(Saved entries)
======

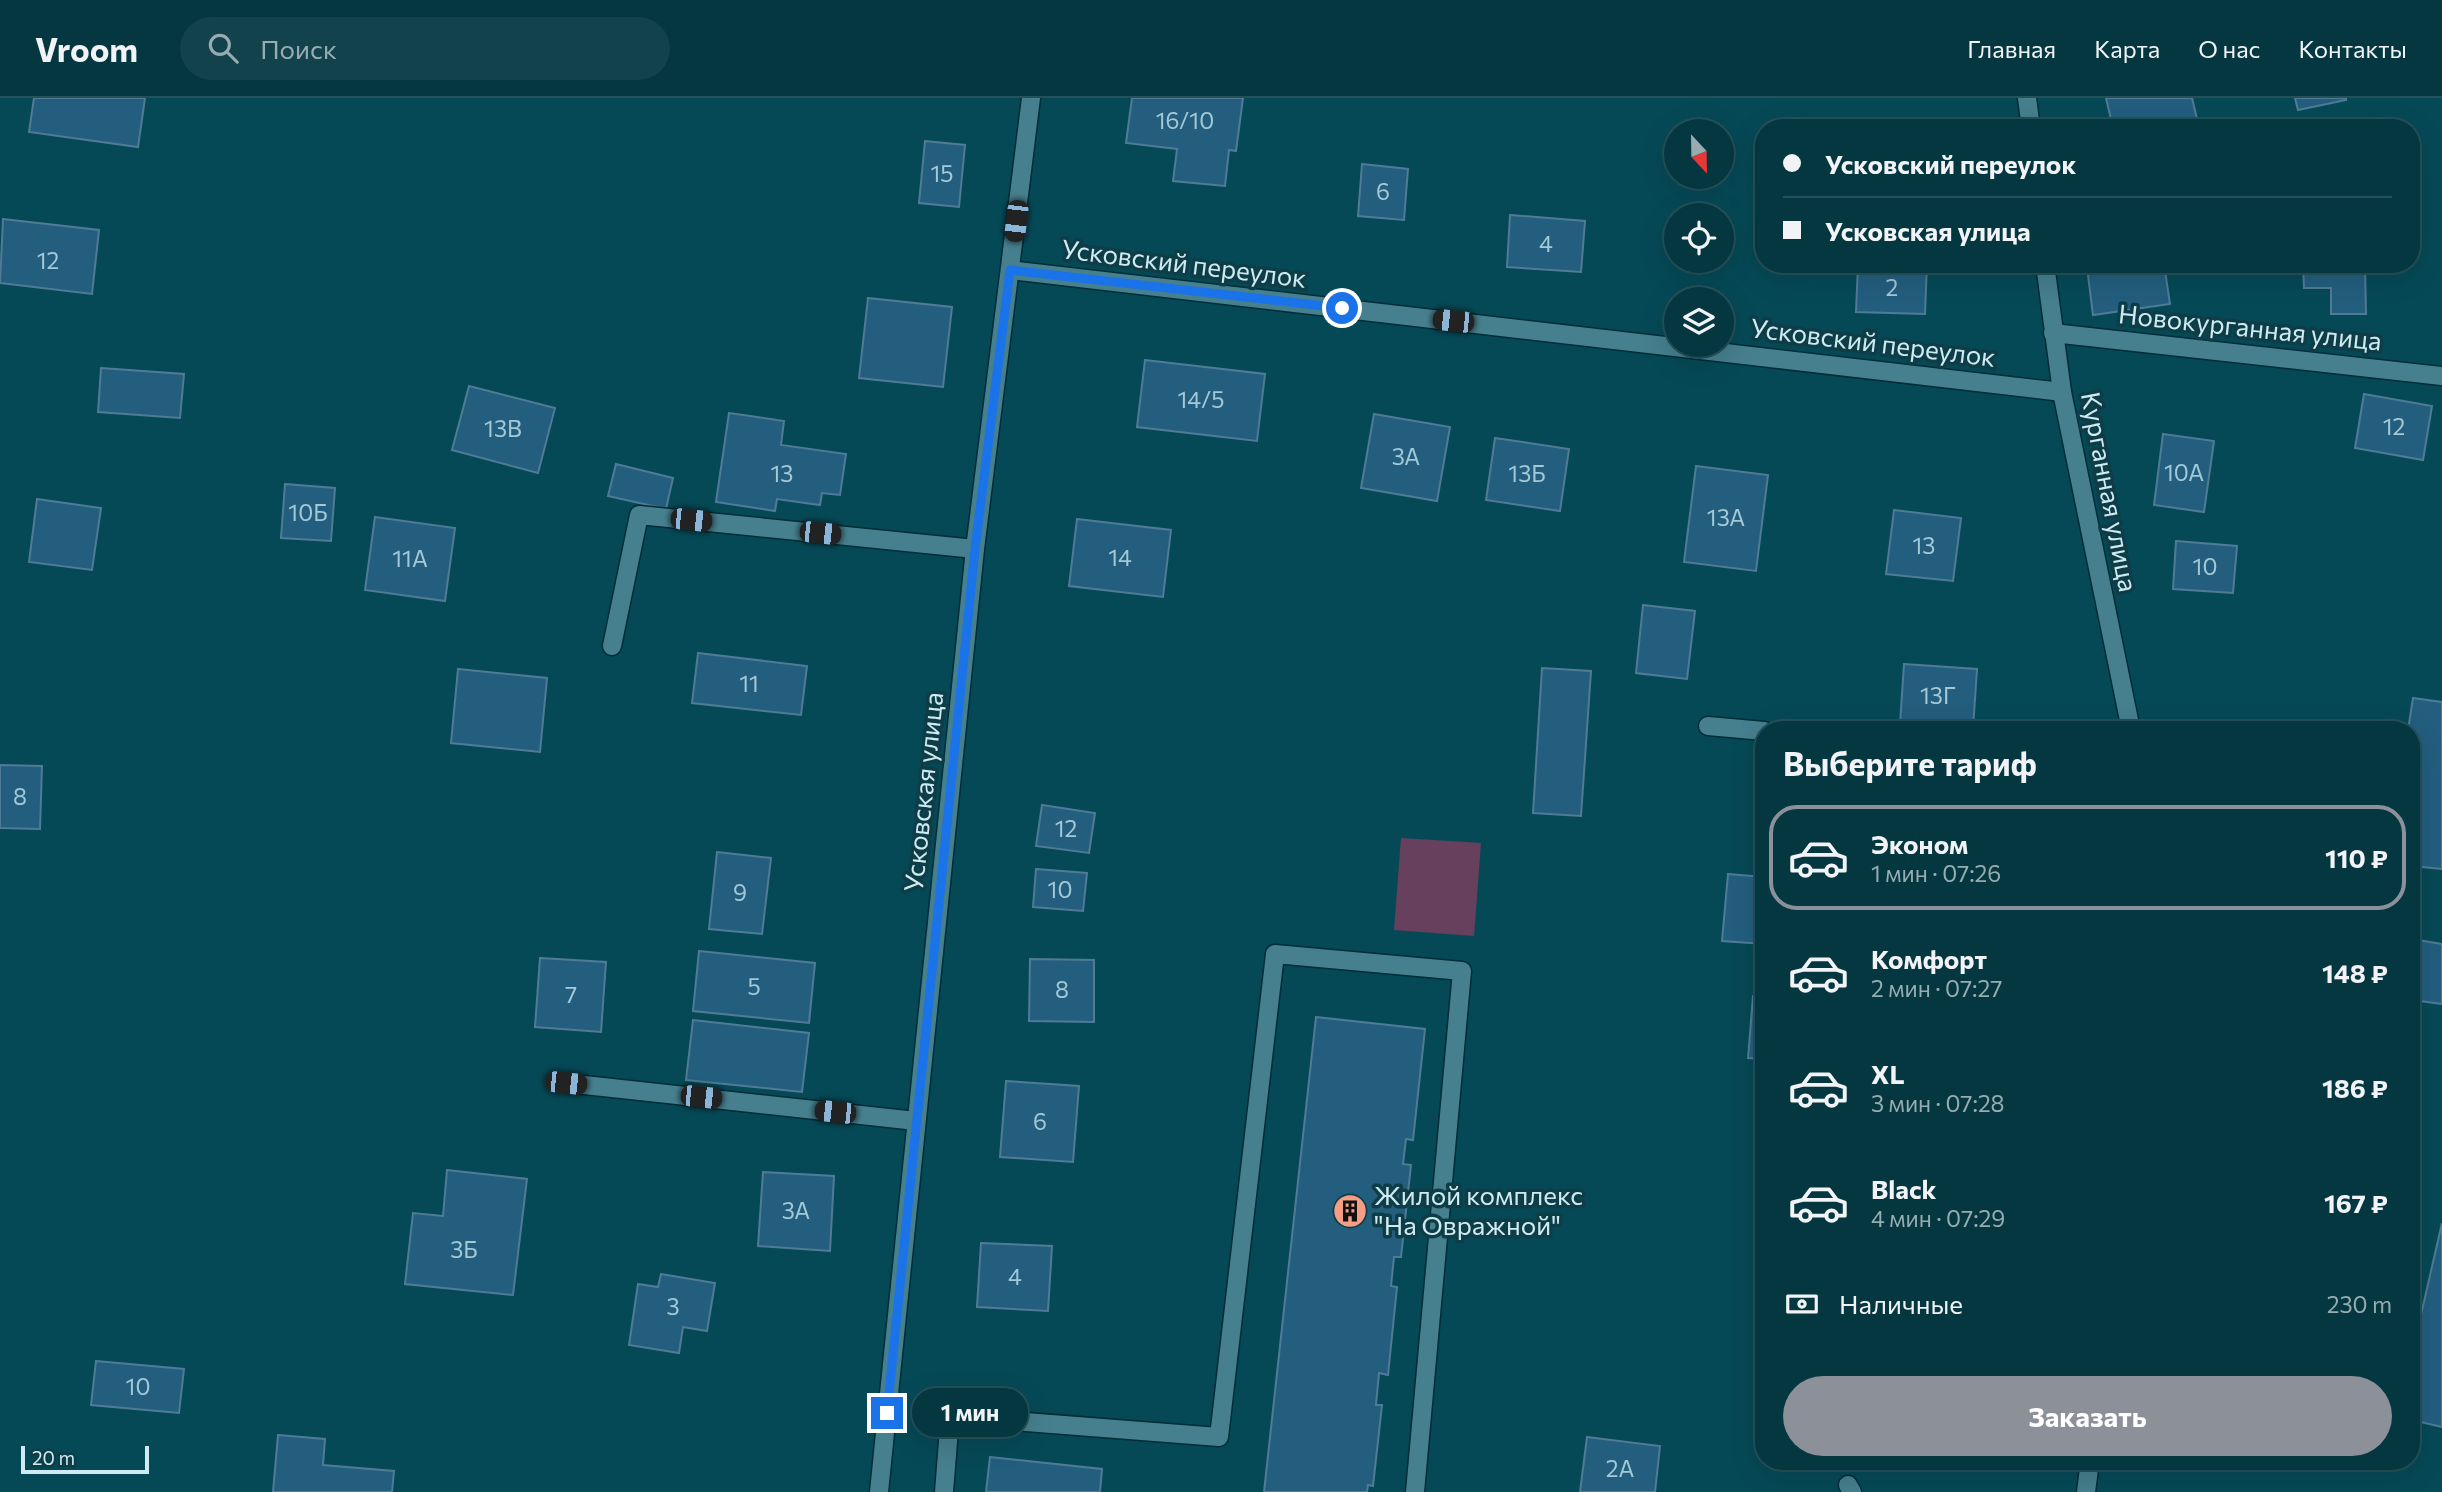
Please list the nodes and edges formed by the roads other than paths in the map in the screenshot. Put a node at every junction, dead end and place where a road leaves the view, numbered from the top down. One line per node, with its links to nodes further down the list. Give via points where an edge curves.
1 (1031, 98): 4 (street, Усковская улица)
2 (2027, 98): 3 (street)
3 (2030, 119)
4 (1010, 270): 8 (street, Усковский переулок); 9 (street, Усковская улица)
5 (2046, 273): 6 (street, Курганная улица)
6 (2053, 333): 7 (street, Новокурганная улица); 8 (street, Курганная улица)
7 (2442, 376)
8 (2062, 392): 11 (street, Курганная улица)
9 (975, 549): 10 (street, via 639,515); 15 (street, Усковская улица)
10 (612, 646)
11 (2129, 721)
12 (1708, 726): 13 (street)
13 (1755, 730)
14 (566, 1083): 15 (street)
15 (916, 1121): 17 (street, Усковская улица)
16 (2089, 1470): 20 (street)
17 (879, 1492)
18 (944, 1492): 19 (street, via 950,1416 1219,1437 1275,954 1462,971)
19 (1415, 1492)
20 (2085, 1492)

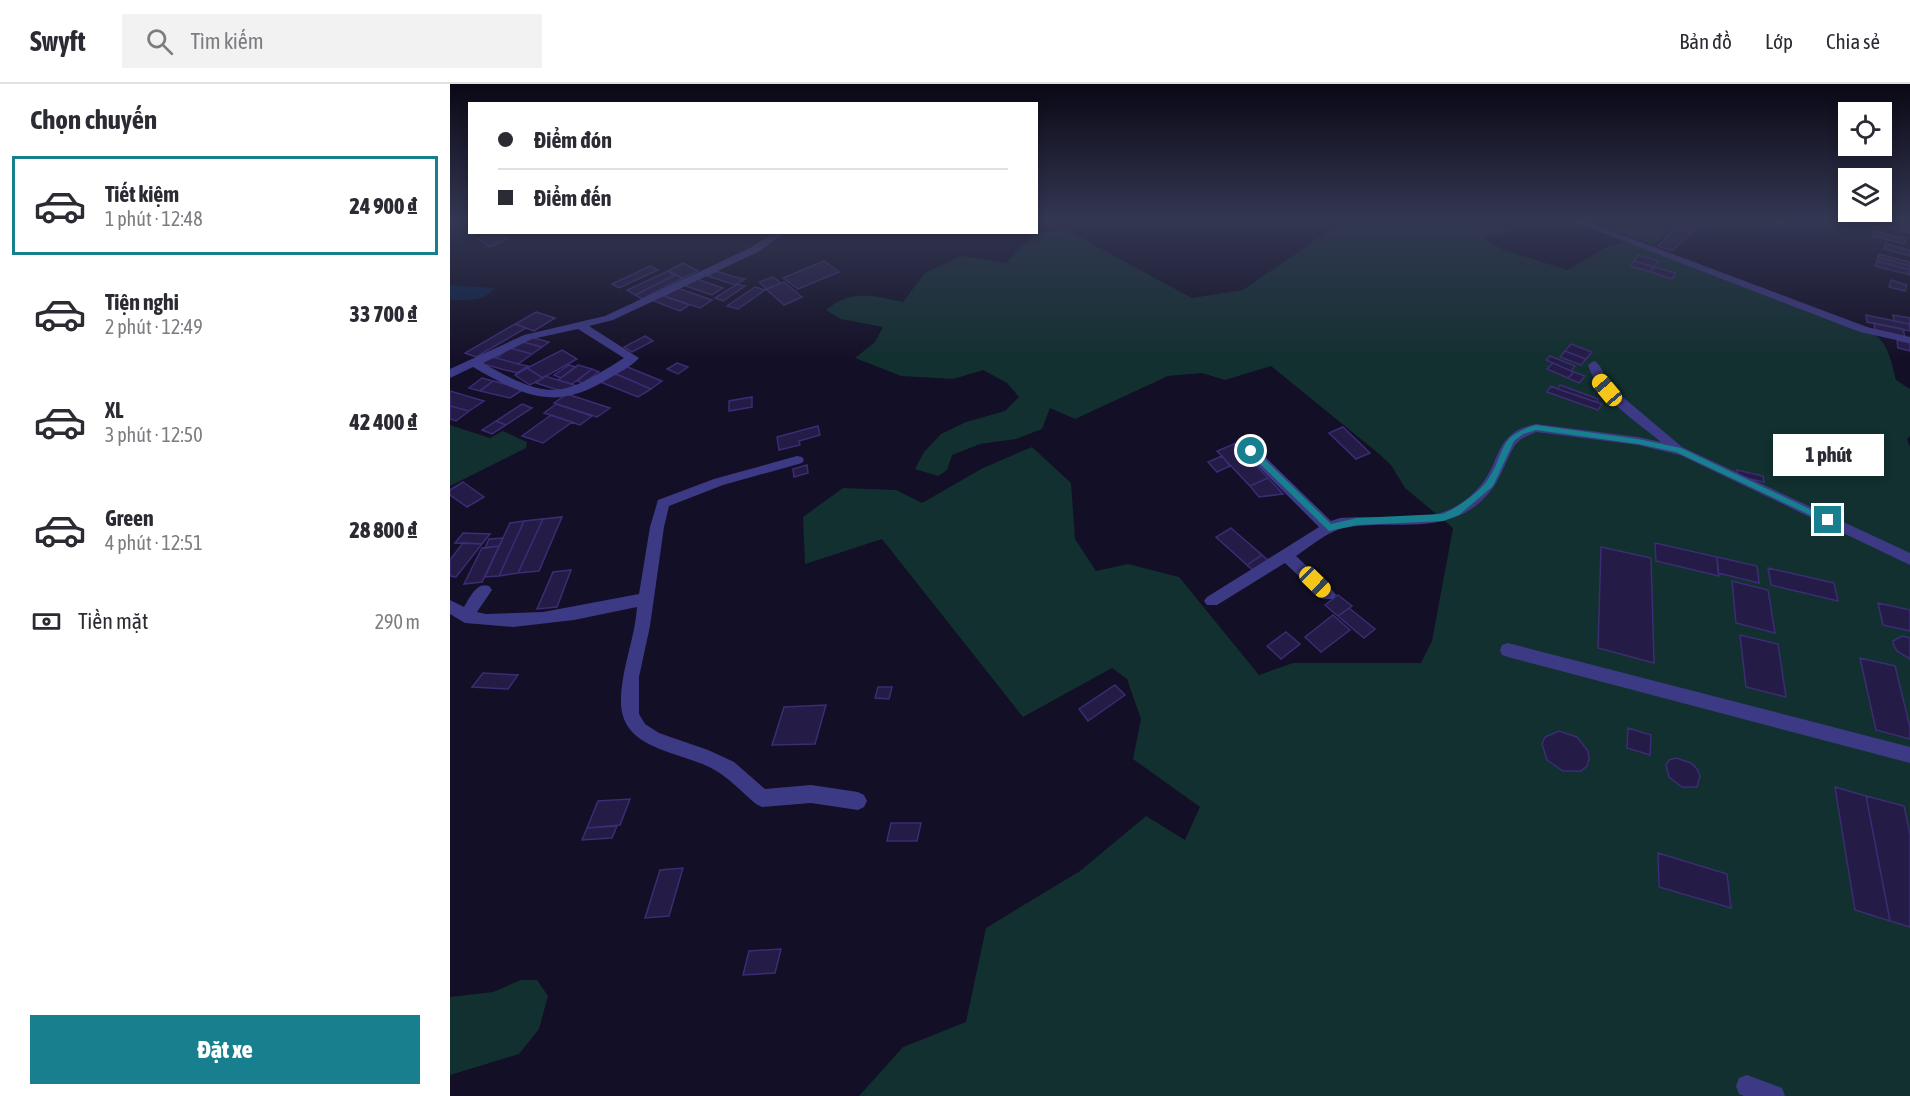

======

Exercise requirements: Each entry should be copied exactly as written, though any pictures stay out.

Exercise result:
Please list the nodes and edges formed by the roads other than paths in the map in the screenshot. Put a node at every junction, dead end and place where a road leaves the view, numbered from the top down. One line per node, with its links to nodes further down the list. Give via points where an edge curves.
1 (1031, 98): 4 (street, Усковская улица)
2 (2027, 98): 3 (street)
3 (2030, 119)
4 (1010, 270): 8 (street, Усковский переулок); 9 (street, Усковская улица)
5 (2046, 273): 6 (street, Курганная улица)
6 (2053, 333): 7 (street, Новокурганная улица); 8 (street, Курганная улица)
7 (2442, 376)
8 (2062, 392): 11 (street, Курганная улица)
9 (975, 549): 10 (street, via 639,515); 15 (street, Усковская улица)
10 (612, 646)
11 (2129, 721)
12 (1708, 726): 13 (street)
13 (1755, 730)
14 (566, 1083): 15 (street)
15 (916, 1121): 17 (street, Усковская улица)
16 (2089, 1470): 20 (street)
17 (879, 1492)
18 (944, 1492): 19 (street, via 950,1416 1219,1437 1275,954 1462,971)
19 (1415, 1492)
20 (2085, 1492)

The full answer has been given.